Opinión
La suspensión de condena que apesta a pecado
Periodista y escritora
-Actualizado a
En pocos días hemos conocido dos casos que dan una idea de cómo funciona esta sociedad con los asuntos de la violencia sexual contra la infancia, y no puedo dejar de pensar en la Santa Madre Iglesia. Advierto desde ya que yo nunca pienso en la Santa Madre Iglesia para bien. Se trata de un monitor en Valencia y un padre en Sevilla, ambos delincuentes contra niños y niñas, ambos condenados por violencia sexual contra esas criaturas, ambos en la calle y en condiciones similares.
El caso del monitor de Valencia es el de no pocos profesionales del ramo, según vamos conociendo en los testimonios de las mujeres. La Audiencia provincial le ha condenado a 5 años y 7 meses de cárcel por haber agredido sexualmente a tres niñas de 7 y 8 años. Además de realizarles tocamientos en los genitales, encontraron en su domicilio fotografías de agresiones sexuales a menores, tanto de menores solas como con adultos. En fin, un retrato completo.
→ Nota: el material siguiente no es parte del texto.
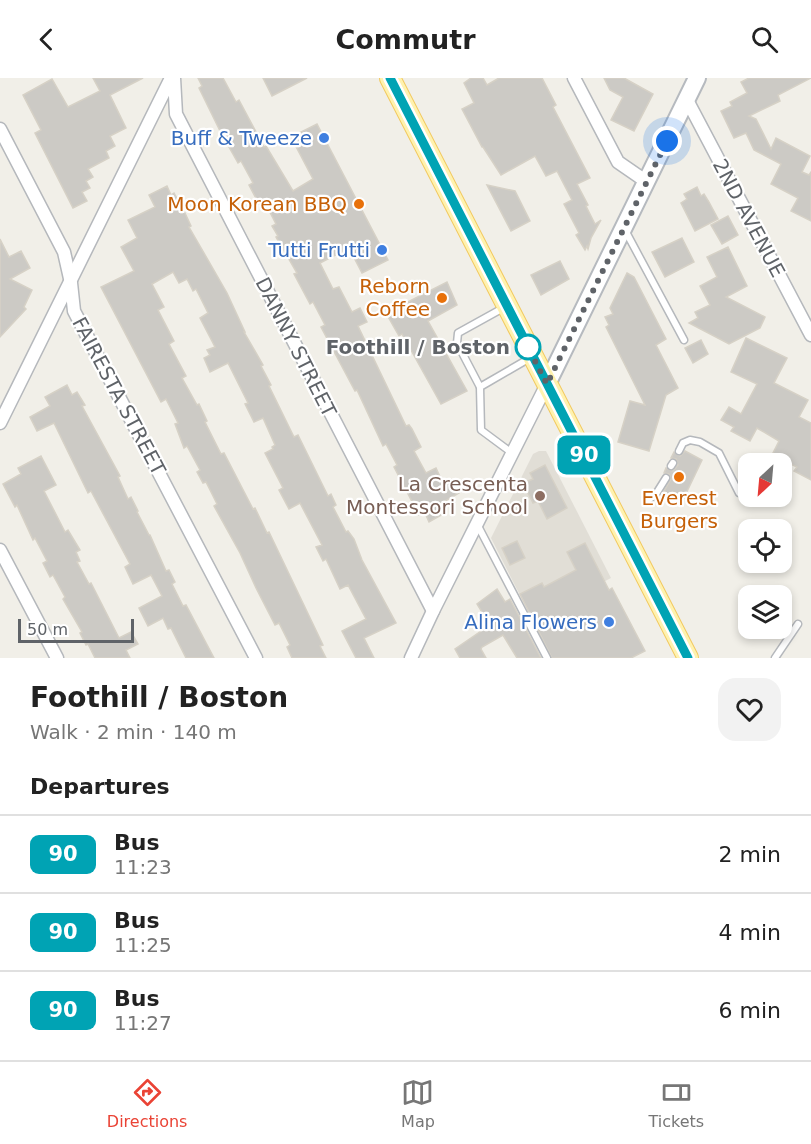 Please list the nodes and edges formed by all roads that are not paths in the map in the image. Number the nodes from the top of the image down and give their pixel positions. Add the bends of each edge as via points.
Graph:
1 (173, 78) edge
2 (390, 78) edge
3 (574, 78) edge
4 (697, 78) edge
5 (687, 100) junction
6 (0, 129) edge
7 (647, 182) junction
8 (624, 228) junction
9 (71, 283) junction
10 (507, 306) junction
11 (811, 335) edge
12 (684, 340) dead end
13 (532, 357) junction
14 (547, 384) junction
15 (480, 387) junction
16 (0, 423) edge
17 (679, 451) dead end
18 (512, 453) junction
19 (666, 477) dead end
20 (738, 492) edge
21 (648, 500) dead end
22 (477, 524) junction
23 (0, 550) edge
24 (432, 611) junction
25 (798, 624) dead end
26 (57, 658) edge
27 (256, 658) edge
28 (411, 658) edge
29 (547, 658) edge
30 (688, 658) edge
31 (776, 658) edge

1 - 9 street
1 - 24 street, DANNY STREET via 176,114
2 - 10 main road
3 - 7 street via 618,162
4 - 5 street
5 - 7 street
5 - 11 street, 2ND AVENUE
6 - 9 street, FAIRESTA STREET via 64,252
7 - 8 street
8 - 12 lane
8 - 14 street
9 - 16 street
9 - 27 street, FAIRESTA STREET via 73,308
10 - 13 main road
10 - 15 lane via 458,333 456,338
13 - 14 main road
13 - 15 lane
14 - 18 street
14 - 30 main road
15 - 18 lane via 480,430
17 - 20 lane via 690,440 719,453
18 - 22 street
19 - 21 lane
22 - 24 street
22 - 29 lane
23 - 26 street
24 - 28 street
25 - 31 lane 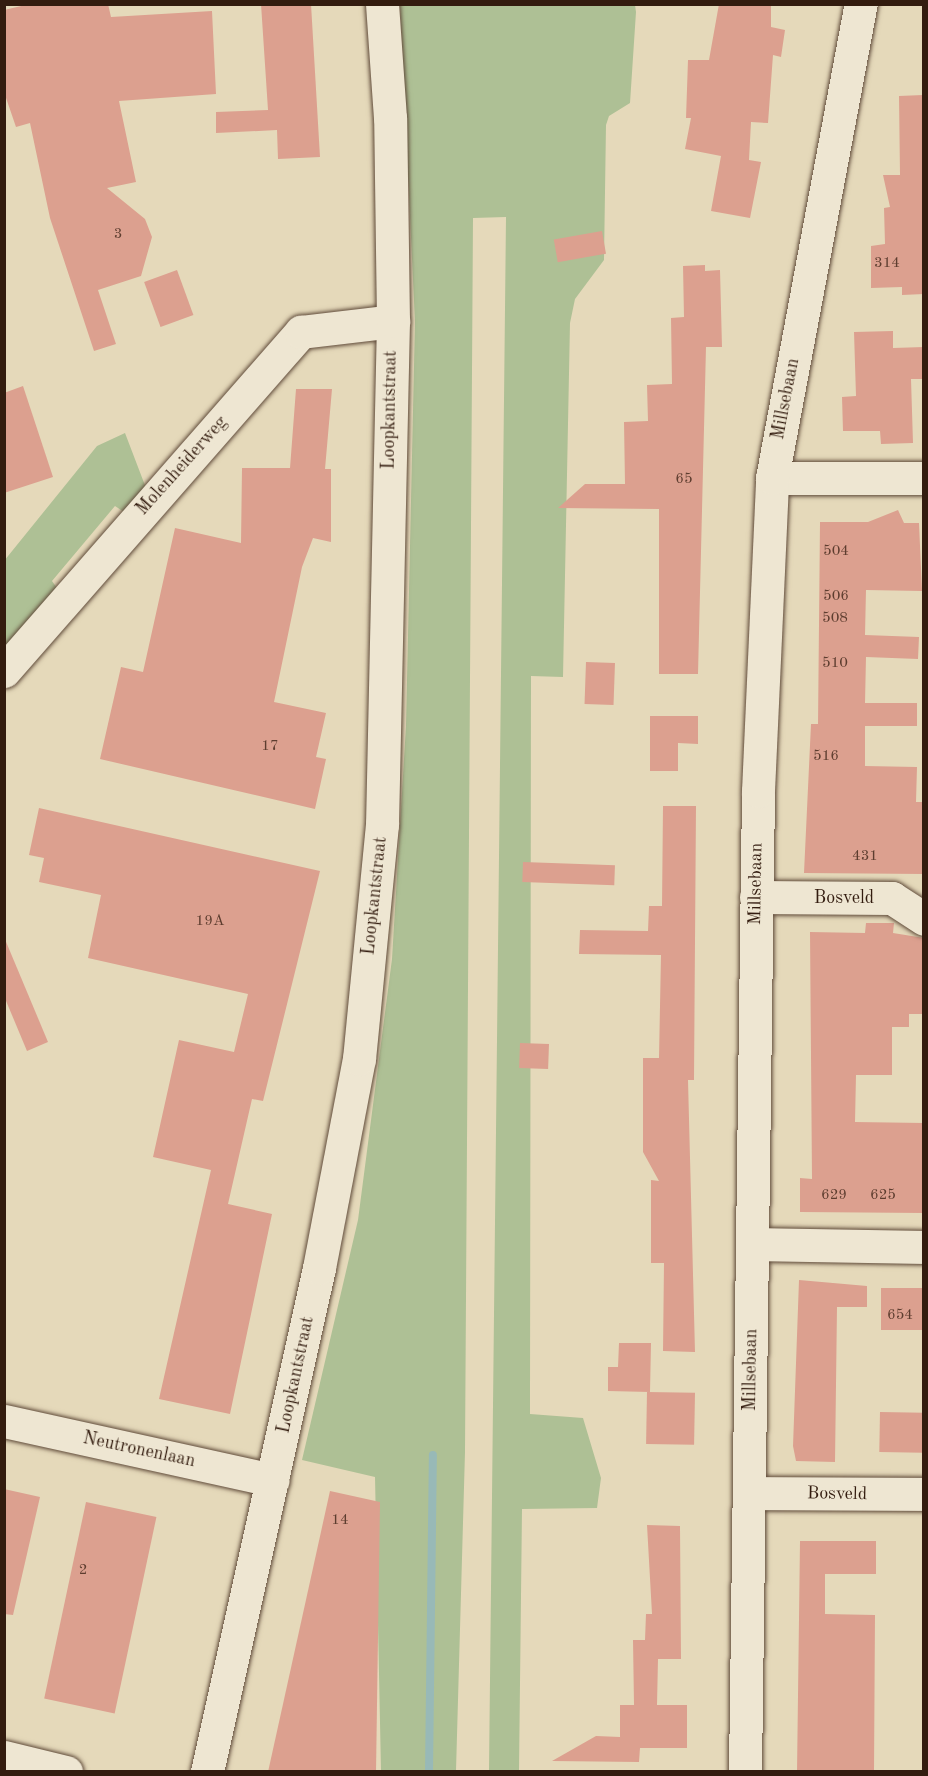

El padre de Sevilla ha sido condenado por la Audiencia provincial a 4 años de prisión por delitos continuados de exhibicionismo de material pornográfico a menores de edad. El tipo obligó a sus hijos de nueve y seis años a “visionar en su teléfono móvil videos de pornografía y a recrear entre ellos el contenido de los videos de naturaleza sexual”. Lo hizo durante los años 2018, 2019 y parte de 2020.
Ambos tienen algo en común: no cumplirán su condena porque así lo ha decidido la autoridad competente.
Yo, que recibí una estricta educación católica, con todos sus sacramentos, entiendo bien por qué apesta todo esto. Hiede a pecado, a la idea del pecado que tienen los católicos, y que debería estar muy muy lejos de nuestra idea del crimen y el delito. Cuando te arrodillabas ante el sacerdote para cumplir con el sacrosanto sacramento de la penitencia, había dos momentos esenciales. El primero consistía en reconocer tu pecado. El segundo, que se llamaba “propósito de la enmienda”, significaba que te comprometías a no volver a hacerlo, no volver a pecar.
Pues más o menos eso es lo que ha sucedido en los dos casos anteriormente expuestos. El monitor eludirá la pena de prisión —la Fiscalía pedía 13 años— porque ha admitido el delito y, ojo a esto, con la condición de que no vuelva a delinquir en los próximos 5 años. En el caso del padre de Sevilla, se suspende la pena con la condición de que no vuelva a delinquir en 3 años. ¿Y cómo sabe el juzgado que uno y otro no volverán a delinquir? ¿Qué medidas han tomado para cerciorarse? Ninguna. Como en las órdenes de alejamiento, la condena se basa en la confianza en el delincuente. O sea, los juzgados le dicen al criminal que no vuelva a hacerlo, el tipo asegura que así será, y todos contentos. Más o menos como si el ladrón asegurara que no volverá a robar o el secuestrador que se cuidará de no volver a llevarse a nadie a cambio de un rescate. Lo que pasa es que, mira tú por dónde, este tipo de penas solo acaban recayendo habitualmente en delincuentes que han agredido a mujeres o a niños y niñas, delitos sexuales o de maltrato machista.
Recuerdo mis días de confesión. Lo del sacramento de la penitencia era bastante cómodo, la verdad, a medida que te ibas haciendo mayor, incluso acababas cogiéndole el gustillo. El hecho de pasar por el confesionario limpiaba cualquier asunto del que te arrepintieras (o no), cualquier asunto mal visto a los ojos de Dios y su pequeña (o gran) sociedad. Lo limpiaba y empezabas de cero siempre que hubieras expresado tu propósito de la enmienda. Así que salías de allí limpia de polvo y paja, casi a estrenar, lo que siempre resultaba, a qué negarlo, un aliciente.